▸ EXERCISE REQUIREMENTS: Could you transcribe every record below exactly as written, leaving out any pictures?

***** PROVIDED MATERIAL

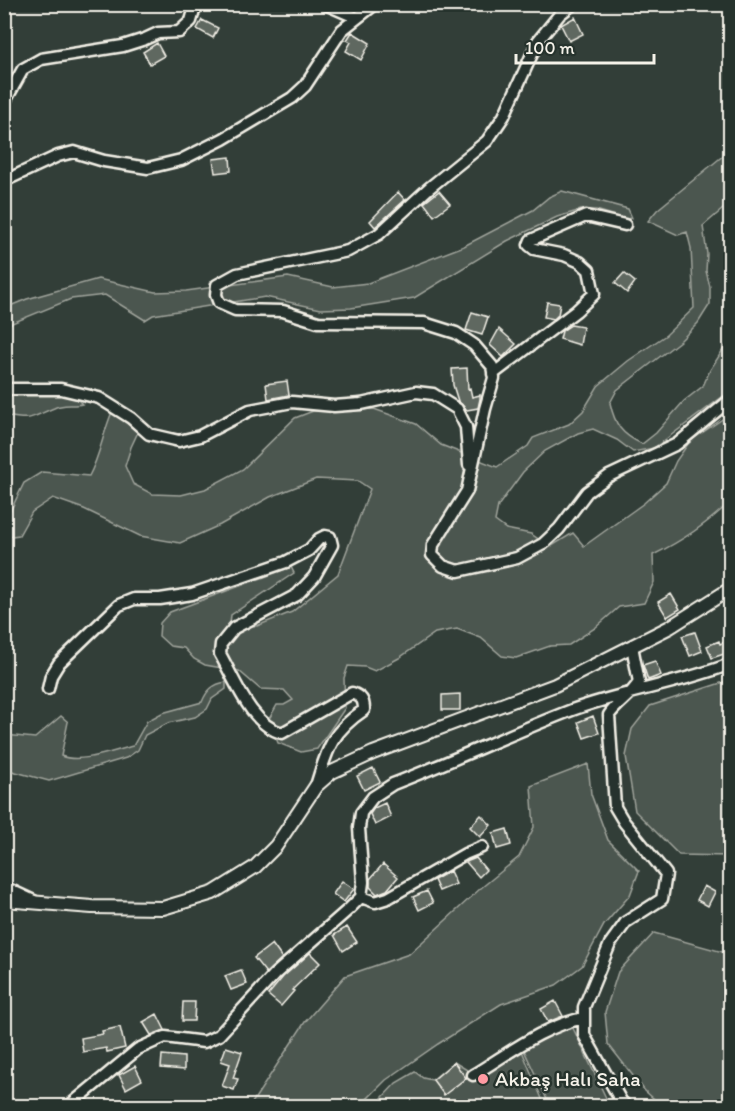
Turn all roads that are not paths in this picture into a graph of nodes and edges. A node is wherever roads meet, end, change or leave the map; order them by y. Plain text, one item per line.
1 (196, 4) edge
2 (325, 4) edge
3 (375, 4) edge
4 (573, 4) edge
5 (357, 18) junction
6 (4, 103) edge
7 (4, 181) edge
8 (625, 225) dead end
9 (493, 374) junction
10 (4, 389) edge
11 (730, 400) edge
12 (470, 477) junction
13 (730, 589) edge
14 (632, 646) junction
15 (730, 664) edge
16 (48, 689) dead end
17 (634, 691) junction
18 (316, 786) junction
19 (482, 847) dead end
20 (4, 887) edge
21 (361, 897) junction
22 (4, 900) edge
23 (40, 903) junction
24 (584, 1018) junction
25 (473, 1075) dead end
26 (69, 1107) edge
27 (626, 1107) edge

1 - 6 street
2 - 5 street
3 - 5 street
4 - 9 street
5 - 7 street
8 - 9 street
9 - 12 street
10 - 12 street
11 - 12 street
13 - 14 street
14 - 17 street
14 - 18 street
15 - 17 street
16 - 18 street
17 - 21 street
17 - 24 street
18 - 23 street
19 - 21 street
20 - 23 street
21 - 26 street
22 - 23 street
24 - 25 street
24 - 27 street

**********

▸ RESULT OF THE TASK:
Turn all roads that are not paths in this picture into a graph of nodes and edges. A node is wherever roads meet, end, change or leave the map; order them by y. Plain text, one item per line.
1 (196, 4) edge
2 (325, 4) edge
3 (375, 4) edge
4 (573, 4) edge
5 (357, 18) junction
6 (4, 103) edge
7 (4, 181) edge
8 (625, 225) dead end
9 (493, 374) junction
10 (4, 389) edge
11 (730, 400) edge
12 (470, 477) junction
13 (730, 589) edge
14 (632, 646) junction
15 (730, 664) edge
16 (48, 689) dead end
17 (634, 691) junction
18 (316, 786) junction
19 (482, 847) dead end
20 (4, 887) edge
21 (361, 897) junction
22 (4, 900) edge
23 (40, 903) junction
24 (584, 1018) junction
25 (473, 1075) dead end
26 (69, 1107) edge
27 (626, 1107) edge

1 - 6 street
2 - 5 street
3 - 5 street
4 - 9 street
5 - 7 street
8 - 9 street
9 - 12 street
10 - 12 street
11 - 12 street
13 - 14 street
14 - 17 street
14 - 18 street
15 - 17 street
16 - 18 street
17 - 21 street
17 - 24 street
18 - 23 street
19 - 21 street
20 - 23 street
21 - 26 street
22 - 23 street
24 - 25 street
24 - 27 street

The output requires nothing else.